Cryptocurrency exchanges are vulnerable to market manipulation and lack standard consumer protections that come with established financial markets, according to a months-long investigation by the New York State Attorney General's office.
The 32-page "Virtual Markets Integrity Report" published Tuesday highlights issues of "transparency, fairness, and security" in cryptocurrency trading. In many cases, exchanges are not doing much to protect investors, according to the report.
"The industry has yet to implement serious market surveillance capacities, akin to those of traditional trading venues, to detect and punish suspicious trading activity," according to the report by Attorney General Barbara Underwood's office.
Former Attorney General Eric Schneiderman launched an inquiry in April, looking for digital currency exchanges to answer questions about transparency and consumer protection. Ten exchanges complied with requests. Four, however, did not, including Kraken, whose CEO, Jesse Powell, tweeted in April that the AG's scrutiny was "tone deaf" and "insulting."
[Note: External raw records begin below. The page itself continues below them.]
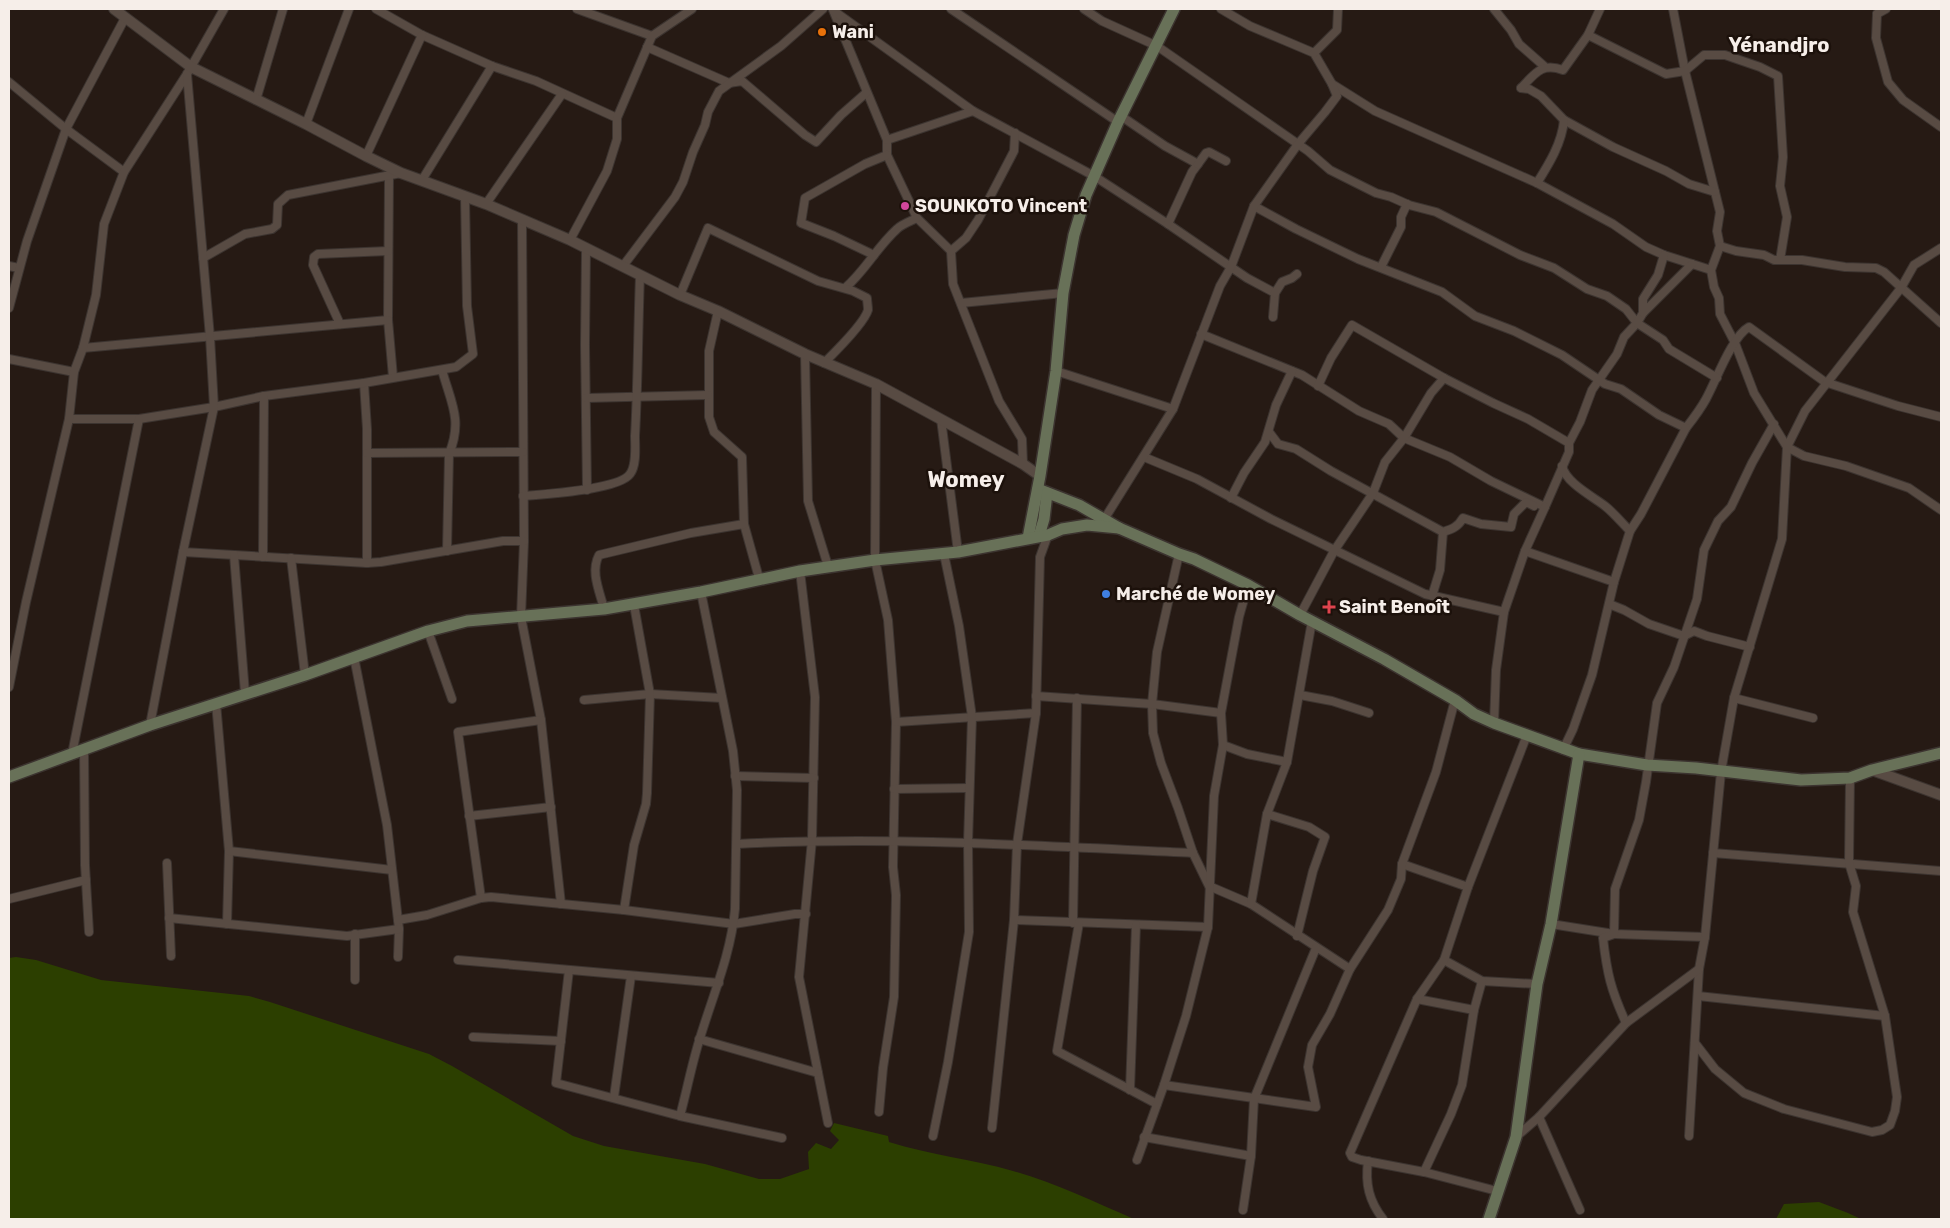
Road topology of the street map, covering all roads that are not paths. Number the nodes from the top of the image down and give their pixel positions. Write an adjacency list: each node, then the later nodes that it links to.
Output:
1 (114, 9): 20 (street)
2 (224, 9): 29 (street)
3 (283, 9): 36 (street)
4 (349, 9): 41 (street)
5 (376, 9): 21 (street)
6 (577, 9): 23 (street)
7 (692, 9): 23 (street)
8 (822, 9): 32 (street)
9 (951, 9): 39 (street)
10 (1084, 9): 24 (street)
11 (1174, 9): 24 (main road)
12 (1221, 9): 26 (street)
13 (1338, 9): 26 (street)
14 (1494, 9): 28 (street)
15 (1600, 9): 22 (street)
16 (1673, 9): 30 (street)
17 (1886, 9): 19 (street)
18 (832, 10): 34 (street); 37 (street)
19 (1874, 11): 42 (street)
20 (125, 18): 29 (street); 43 (street)
21 (422, 35): 27 (street); 48 (street)
22 (1588, 35): 28 (street); 30 (street)
23 (652, 36): 25 (street)
24 (1157, 46): 39 (main road); 46 (street)
25 (647, 47): 32 (street); 38 (street)
26 (1314, 53): 33 (street)
27 (492, 66): 35 (street); 55 (street)
28 (1544, 66): 40 (street)
29 (189, 71): 36 (street); 51 (street); 73 (street)
30 (1685, 71): 57 (street); 74 (street)
31 (9, 82): 43 (street)
32 (729, 83): 34 (street); 77 (street)
33 (1332, 84): 46 (street); 56 (street)
34 (866, 93): 45 (street)
35 (562, 94): 38 (street); 59 (street)
36 (256, 100): 41 (street)
37 (973, 111): 44 (street); 45 (street)
38 (617, 118): 65 (street)
39 (1120, 119): 50 (street); 54 (main road)
40 (1564, 120): 56 (street); 57 (street)
41 (306, 124): 48 (street)
42 (1941, 127)
43 (66, 129): 51 (street); 80 (street)
44 (1015, 133): 54 (street); 70 (street)
45 (887, 140): 47 (street)
46 (1298, 144): 60 (street); 61 (street)
47 (887, 155): 62 (street); 71 (street)
48 (366, 156): 52 (street)
49 (1226, 161): 50 (street)
50 (1198, 164): 64 (street)
51 (124, 172): 101 (street)
52 (401, 174): 53 (street); 55 (street)
53 (389, 176): 69 (street); 73 (street)
54 (1094, 176): 64 (street); 86 (main road)
55 (422, 180): 58 (street)
56 (1537, 183): 72 (street)
57 (1716, 192): 66 (street)
58 (465, 197): 59 (street); 105 (street)
59 (486, 204): 63 (street)
60 (1407, 204): 79 (street); 95 (street)
61 (1254, 206): 78 (street); 79 (street)
62 (917, 218): 70 (street); 71 (street)
63 (522, 219): 65 (street); 133 (street)
64 (1168, 224): 78 (street)
65 (570, 240): 67 (street)
66 (1720, 246): 74 (street); 81 (street)
67 (586, 248): 77 (street); 120 (street)
68 (1941, 248): 85 (street)
69 (388, 250): 94 (street); 97 (street)
70 (951, 251): 89 (street)
71 (874, 255): 84 (street)
72 (1664, 255): 75 (street); 92 (street)
73 (203, 258): 99 (street)
74 (1780, 260): 85 (street)
75 (1692, 264): 81 (street); 92 (street)
76 (9, 266): 80 (street)
77 (622, 266): 83 (street)
78 (1231, 267): 87 (street); 98 (street)
79 (1381, 267): 112 (street)
80 (19, 268): 90 (street)
81 (1711, 270): 100 (street)
82 (1297, 274): 87 (street)
83 (640, 275): 88 (street); 119 (street)
84 (845, 288): 88 (street); 104 (street)
85 (1901, 288): 96 (street); 113 (street)
86 (1063, 293): 89 (street); 106 (main road)
87 (1275, 293): 93 (street)
88 (680, 295): 91 (street)
89 (961, 303): 137 (street)
90 (9, 308)
91 (718, 311): 102 (street); 117 (street)
92 (1643, 313): 95 (street)
93 (1273, 317)
94 (388, 320): 97 (street); 109 (street)
95 (1637, 323): 111 (street); 112 (street)
96 (1941, 323)
97 (340, 324): 99 (street)
98 (1201, 334): 107 (street); 122 (street)
99 (210, 337): 101 (street); 121 (street)
100 (1735, 343): 111 (street); 113 (street); 127 (street)
101 (83, 348): 108 (street)
102 (805, 354): 104 (street); 166 (street)
103 (9, 359): 108 (street)
104 (824, 363): 115 (street)
105 (442, 370): 109 (street); 135 (street)
106 (1056, 371): 122 (street); 139 (main road)
107 (1292, 371): 116 (street); 129 (street)
108 (74, 372): 124 (street)
109 (393, 377): 114 (street)
110 (1444, 378): 116 (street); 130 (street); 131 (street)
111 (1717, 378): 128 (street)
112 (1599, 379): 128 (street); 131 (street)
113 (1825, 382): 123 (street); 132 (street)
114 (364, 383): 118 (street); 134 (street)
115 (876, 384): 126 (street); 164 (street)
116 (1318, 386): 130 (street)
117 (708, 395): 119 (street); 148 (street)
118 (264, 396): 121 (street); 162 (street)
119 (637, 397): 120 (street); 140 (street)
120 (586, 398): 140 (street)
121 (214, 407): 125 (street); 157 (street)
122 (1173, 409): 136 (street)
123 (1941, 417)
124 (69, 419): 125 (street); 185 (street)
125 (139, 419): 212 (street)
126 (941, 419): 137 (street); 158 (street)
127 (1774, 424): 132 (street); 181 (street)
128 (1686, 428): 150 (street)
129 (1269, 432): 142 (street); 144 (street)
130 (1404, 438): 142 (street); 145 (street)
131 (1569, 443): 138 (street)
132 (1786, 447): 146 (street); 182 (street)
133 (523, 452): 135 (street); 143 (street)
134 (367, 453): 135 (street); 165 (street)
135 (449, 454): 154 (street)
136 (1144, 458): 144 (street); 147 (street)
137 (1023, 464): 139 (street)
138 (1562, 466): 145 (street); 150 (street)
139 (1040, 476): 141 (main road)
140 (587, 490): 143 (street)
141 (1042, 491): 147 (main road); 152 (main road)
142 (1373, 493): 151 (street); 155 (street)
143 (523, 496): 153 (street)
144 (1231, 498): 155 (street)
145 (1545, 509): 151 (street); 156 (street)
146 (1941, 510)
147 (1105, 518): 149 (main road)
148 (744, 524): 168 (street); 175 (street)
149 (1119, 528): 152 (main road); 160 (main road)
150 (1630, 531): 169 (street)
151 (1444, 532): 172 (street)
152 (1038, 536): 158 (main road); 189 (street)
153 (524, 541): 154 (street); 178 (street)
154 (447, 551): 165 (street)
155 (1334, 551): 172 (street); 177 (street)
156 (1525, 551): 169 (street); 176 (street)
157 (182, 552): 161 (street); 206 (street)
158 (958, 552): 159 (main road)
159 (944, 554): 164 (main road); 201 (street)
160 (1179, 554): 170 (main road); 197 (street)
161 (234, 555): 162 (street); 186 (street)
162 (263, 557): 163 (street)
163 (291, 558): 165 (street); 184 (street)
164 (875, 560): 166 (main road); 204 (street)
165 (367, 563)
166 (828, 566): 167 (main road)
167 (800, 571): 168 (main road); 220 (street)
168 (759, 578): 171 (main road)
169 (1614, 582): 173 (street)
170 (1248, 585): 177 (main road); 200 (street)
171 (702, 592): 174 (main road); 190 (street)
172 (1432, 596): 176 (street)
173 (1609, 604): 181 (street); 210 (street)
174 (634, 605): 175 (main road); 187 (street)
175 (604, 609): 178 (main road)
176 (1504, 612): 205 (street)
177 (1300, 615): 179 (main road)
178 (521, 617): 180 (main road); 203 (street)
179 (1312, 621): 188 (street); 195 (main road)
180 (428, 631): 183 (main road); 193 (street)
181 (1684, 636): 182 (street); 215 (street)
182 (1750, 647): 192 (street)
183 (354, 657): 184 (main road); 240 (street)
184 (305, 675): 186 (main road)
185 (9, 687)
186 (245, 693): 196 (main road)
187 (650, 694): 190 (street); 194 (street); 249 (street)
188 (1300, 695): 198 (street); 214 (street)
189 (1036, 696): 191 (street); 199 (street)
190 (722, 698): 218 (street)
191 (1077, 698): 197 (street); 233 (street)
192 (1734, 698): 202 (street); 217 (street)
193 (452, 699)
194 (584, 700)
195 (1455, 700): 205 (main road); 239 (street)
196 (216, 703): 206 (main road); 234 (street)
197 (1152, 704): 200 (street); 235 (street)
198 (1369, 712)
199 (1036, 713): 201 (street); 232 (street)
200 (1221, 713): 208 (street)
201 (972, 717): 204 (street); 222 (street)
202 (1814, 718)
203 (541, 720): 225 (street); 227 (street)
204 (896, 722): 223 (street)
205 (1494, 723): 207 (main road)
206 (150, 725): 209 (main road)
207 (1528, 735): 210 (main road); 244 (street)
208 (1223, 745): 214 (street); 243 (street)
209 (84, 749): 212 (main road); 242 (street)
210 (1563, 750): 213 (main road)
211 (1941, 753): 216 (main road)
212 (72, 754): 219 (main road)
213 (1579, 754): 215 (main road); 257 (main road)
214 (1287, 762): 226 (street)
215 (1647, 765): 217 (main road); 263 (street)
216 (1872, 770): 221 (main road); 224 (street)
217 (1720, 772): 221 (main road); 236 (street)
218 (735, 776): 220 (street); 231 (street)
219 (9, 777)
220 (814, 778): 228 (street)
221 (1850, 778): 238 (street)
222 (970, 788): 223 (street); 230 (street)
223 (894, 789): 229 (street)
224 (1941, 795)
225 (551, 806): 227 (street); 247 (street)
226 (1267, 814): 248 (street); 264 (street)
227 (469, 816): 245 (street)
228 (812, 840): 229 (street); 231 (street); 250 (street)
229 (894, 842): 230 (street); 294 (street)
230 (968, 843): 232 (street); 299 (street)
231 (737, 844): 256 (street)
232 (1017, 844): 233 (street); 253 (street)
233 (1075, 848): 235 (street); 254 (street)
234 (229, 851): 240 (street); 255 (street)
235 (1193, 853): 243 (street)
236 (1713, 853): 238 (street); 265 (street)
237 (167, 863): 251 (street)
238 (1849, 863): 241 (street); 282 (street)
239 (1402, 864): 244 (street); 271 (street)
240 (392, 870): 252 (street)
241 (1941, 871)
242 (86, 880): 246 (street); 261 (street)
243 (1210, 886): 248 (street); 259 (street)
244 (1468, 887): 270 (street)
245 (481, 898): 247 (street); 252 (street)
246 (9, 899)
247 (561, 904): 249 (street)
248 (1252, 904): 264 (street)
249 (624, 910): 256 (street)
250 (806, 914): 256 (street); 288 (street)
251 (169, 918): 255 (street); 267 (street)
252 (398, 920): 260 (street)
253 (1014, 920): 254 (street); 298 (street)
254 (1076, 923): 258 (street); 290 (street)
255 (227, 924): 262 (street)
256 (734, 924): 277 (street)
257 (1551, 924): 263 (street); 278 (main road)
258 (1136, 925): 259 (street); 290 (street)
259 (1208, 927): 289 (street)
260 (399, 929): 262 (street); 268 (street)
261 (90, 932)
262 (355, 934): 275 (street)
263 (1614, 934): 265 (street); 283 (street)
264 (1297, 936): 266 (street)
265 (1705, 937): 272 (street)
266 (1316, 948): 271 (street); 292 (street)
267 (171, 956)
268 (398, 957)
269 (458, 960): 273 (street)
270 (1444, 960): 276 (street); 280 (street)
271 (1350, 969): 292 (street)
272 (1699, 969): 279 (street); 283 (street)
273 (569, 970): 274 (street); 286 (street)
274 (631, 976): 277 (street); 291 (street)
275 (355, 980)
276 (1482, 981): 278 (street); 281 (street)
277 (719, 983): 285 (street)
278 (1537, 984): 300 (main road)
279 (1698, 996): 282 (street); 287 (street)
280 (1417, 999): 281 (street); 306 (street)
281 (1474, 1010): 307 (street)
282 (1884, 1016): 287 (street)
283 (1626, 1023): 296 (street)
284 (473, 1037): 286 (street)
285 (699, 1039): 288 (street); 295 (street)
286 (561, 1041): 291 (street)
287 (1695, 1043): 301 (street)
288 (818, 1073): 297 (street)
289 (1164, 1085): 292 (street); 293 (street)
290 (1130, 1090): 293 (street)
291 (614, 1097): 295 (street)
292 (1254, 1099): 304 (street)
293 (1157, 1104): 302 (street)
294 (879, 1112)
295 (680, 1116): 303 (street)
296 (1539, 1117): 300 (street); 310 (street)
297 (828, 1124)
298 (992, 1128)
299 (933, 1136)
300 (1516, 1136): 308 (main road)
301 (1689, 1136)
302 (1144, 1137): 304 (street); 305 (street)
303 (782, 1138)
304 (1251, 1156): 309 (street)
305 (1137, 1160)
306 (1368, 1161): 307 (street); 311 (street)
307 (1424, 1172): 308 (street)
308 (1497, 1191): 312 (main road)
309 (1242, 1210)
310 (1580, 1210)
311 (1382, 1219)
312 (1489, 1219)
The attorney general's office said that although exchanges Kraken, Binance and Gate.io do not have the required license, known as a BitLicense, they continue to provide services to New Yorkers and are therefore potentially in violation of the state's virtual currency regulations.
"In announcing the company's decision not to participate in the Initiative, Kraken declared that market manipulation 'doesn't matter to most crypto traders,' even while admitting that 'scams are rampant' in the industry," the report said.
The three exchanges did not immediately respond to CNBC's request for comment.
The first and most famous cryptocurrency, bitcoin, was started 10 years ago by an anonymous cryptographer going by the pseudonym Satoshi Nakamoto. It was launched as an electronic version of cash that would be free from government or central bank control, but became a speculative bet last year as it climbed to almost $20,000.
Bitcoin is now trading near $6,320, and has lost more than half of its value since January, according to data from CoinDesk.
U.S. regulators have repeatedly voiced concern about crypto market manipulation and consumer protection. The Securities and Exchange Commission cited those issues as key reasons to block a bitcoin ETF, and the agency has launched numerous investigations into fraudulent initial coin offerings.
In addition to manipulation, the attorney general's office dedicated sections of the report to conflicts of interest, security, and protecting consumer funds.